## [Exercise aim]
Please print each entry below exactly as it stands, but without any pictures.

## [Data extract]
· · · · ·

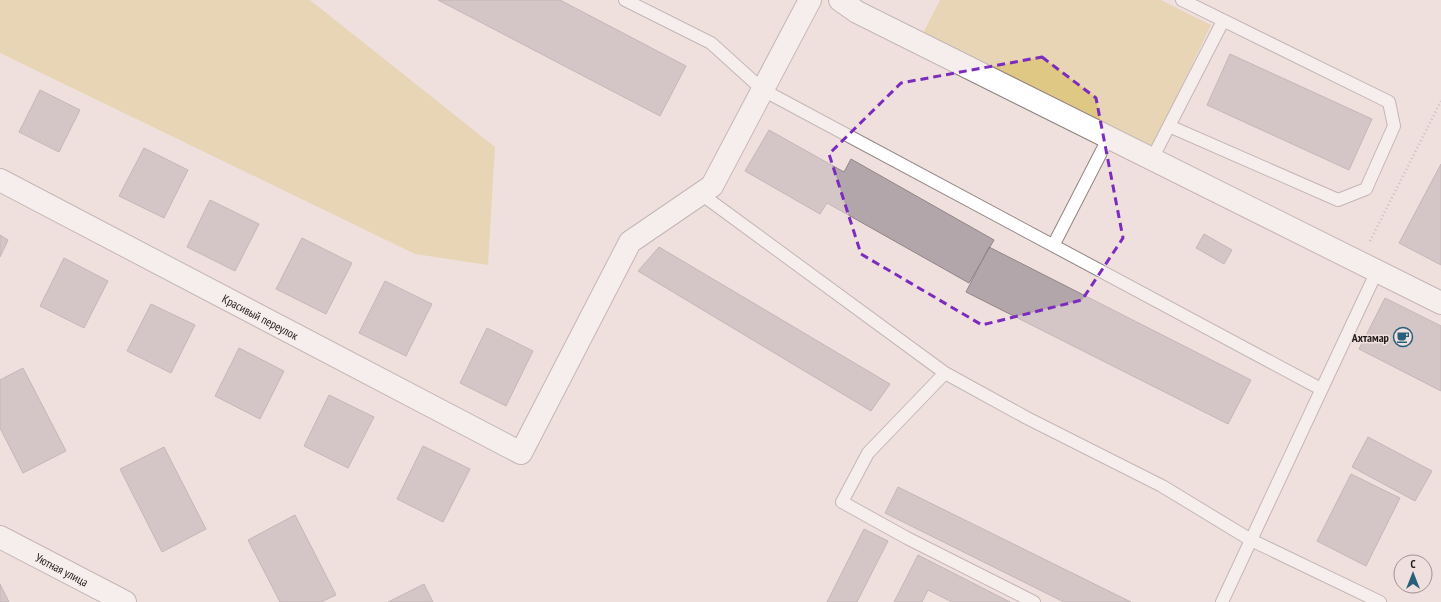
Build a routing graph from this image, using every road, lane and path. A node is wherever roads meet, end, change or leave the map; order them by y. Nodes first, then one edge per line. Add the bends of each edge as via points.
1 (625, 0) edge
2 (810, 0) edge
3 (840, 0) edge
4 (1182, 0) edge
5 (1223, 21) junction
6 (763, 90) junction
7 (1441, 101) edge
8 (1169, 126) junction
9 (1109, 137) junction
10 (1152, 159) junction
11 (0, 180) edge
12 (701, 194) junction
13 (1054, 244) junction
14 (1368, 266) junction
15 (1441, 303) edge
16 (945, 373) junction
17 (1321, 389) junction
18 (0, 537) edge
19 (1250, 540) junction
20 (125, 602) edge
21 (1034, 602) edge
22 (1222, 602) edge
23 (1380, 602) edge

1 - 6 lane via 711,44
2 - 6 street
3 - 9 street via 857,12
4 - 5 lane
5 - 8 lane
5 - 8 lane via 1389,102 1394,126 1366,189 1338,200
6 - 12 street via 712,186
6 - 13 lane
7 - 14 path
8 - 10 lane
9 - 10 street
9 - 13 lane
10 - 14 street
11 - 12 street, Красивый переулок via 521,453 630,242
12 - 16 lane
13 - 17 lane
14 - 15 street
14 - 17 lane
16 - 19 lane via 1162,486
16 - 21 lane via 868,453 842,502
17 - 19 lane
18 - 20 street, Уютная улица
19 - 22 lane
19 - 23 lane

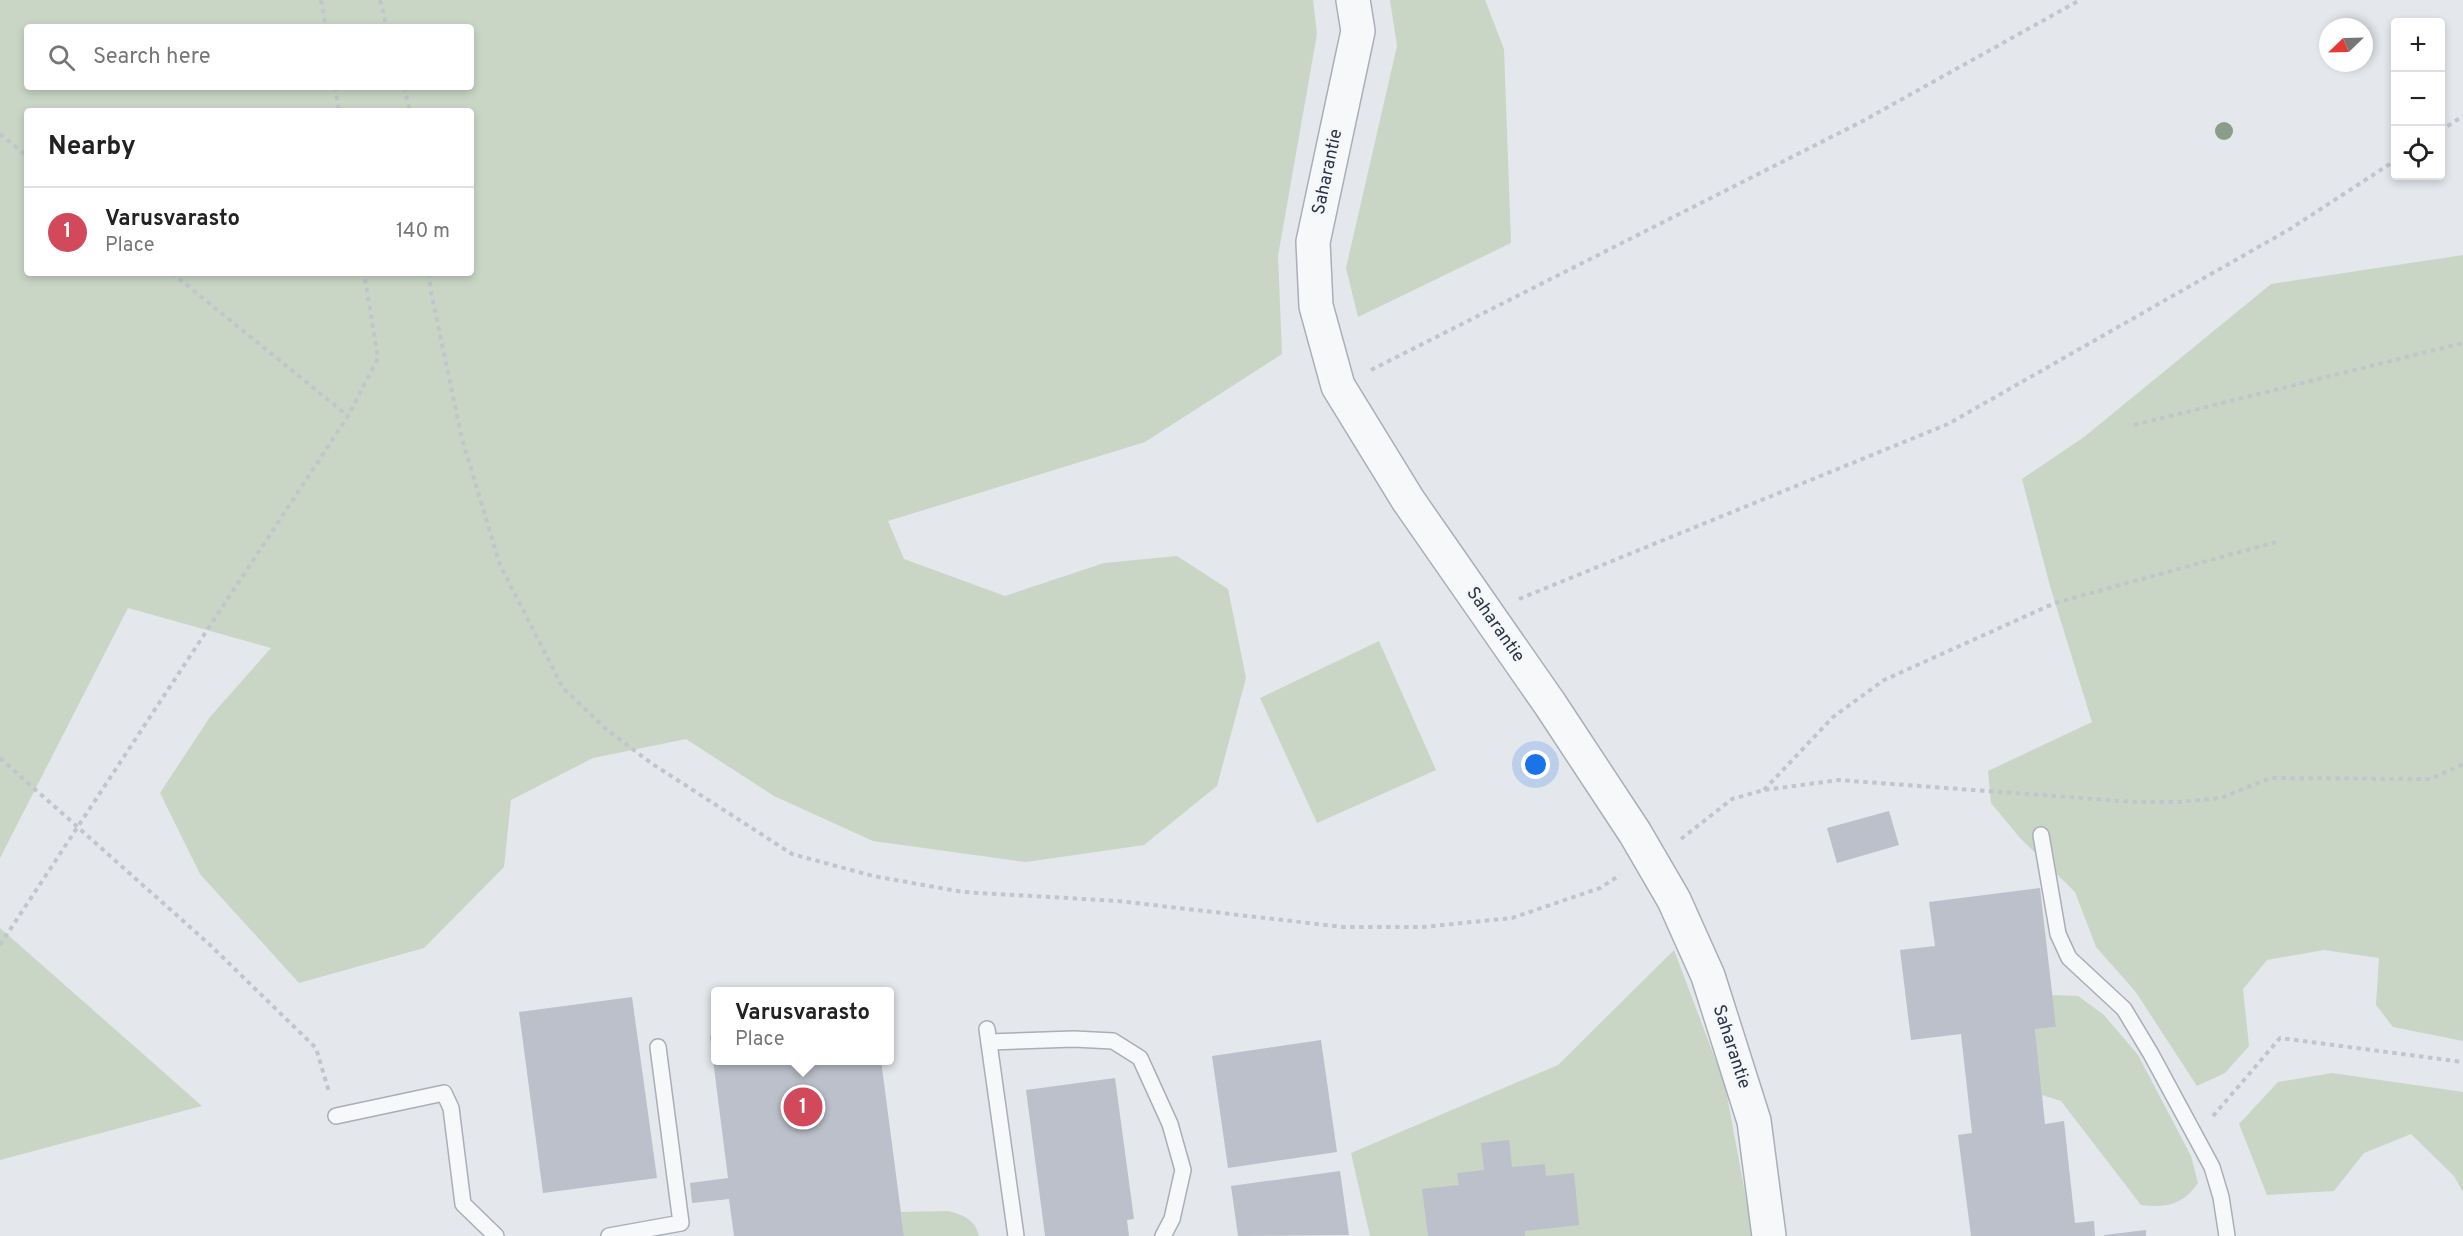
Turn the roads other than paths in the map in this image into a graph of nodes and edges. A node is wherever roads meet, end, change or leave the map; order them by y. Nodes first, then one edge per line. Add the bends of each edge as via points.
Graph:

· · · · ·

## [Your solution]
Build a routing graph from this image, using every road, lane and path. A node is wherever roads meet, end, change or leave the map; order them by y. Nodes first, then one edge per line. Add the bends of each edge as via points.
1 (625, 0) edge
2 (810, 0) edge
3 (840, 0) edge
4 (1182, 0) edge
5 (1223, 21) junction
6 (763, 90) junction
7 (1441, 101) edge
8 (1169, 126) junction
9 (1109, 137) junction
10 (1152, 159) junction
11 (0, 180) edge
12 (701, 194) junction
13 (1054, 244) junction
14 (1368, 266) junction
15 (1441, 303) edge
16 (945, 373) junction
17 (1321, 389) junction
18 (0, 537) edge
19 (1250, 540) junction
20 (125, 602) edge
21 (1034, 602) edge
22 (1222, 602) edge
23 (1380, 602) edge

1 - 6 lane via 711,44
2 - 6 street
3 - 9 street via 857,12
4 - 5 lane
5 - 8 lane
5 - 8 lane via 1389,102 1394,126 1366,189 1338,200
6 - 12 street via 712,186
6 - 13 lane
7 - 14 path
8 - 10 lane
9 - 10 street
9 - 13 lane
10 - 14 street
11 - 12 street, Красивый переулок via 521,453 630,242
12 - 16 lane
13 - 17 lane
14 - 15 street
14 - 17 lane
16 - 19 lane via 1162,486
16 - 21 lane via 868,453 842,502
17 - 19 lane
18 - 20 street, Уютная улица
19 - 22 lane
19 - 23 lane

Turn the roads other than paths in the map in this image into a graph of nodes and edges. A node is wherever roads meet, end, change or leave the map; order them by y. Nodes first, then one edge per line. Add the bends of each edge as via points.
Graph:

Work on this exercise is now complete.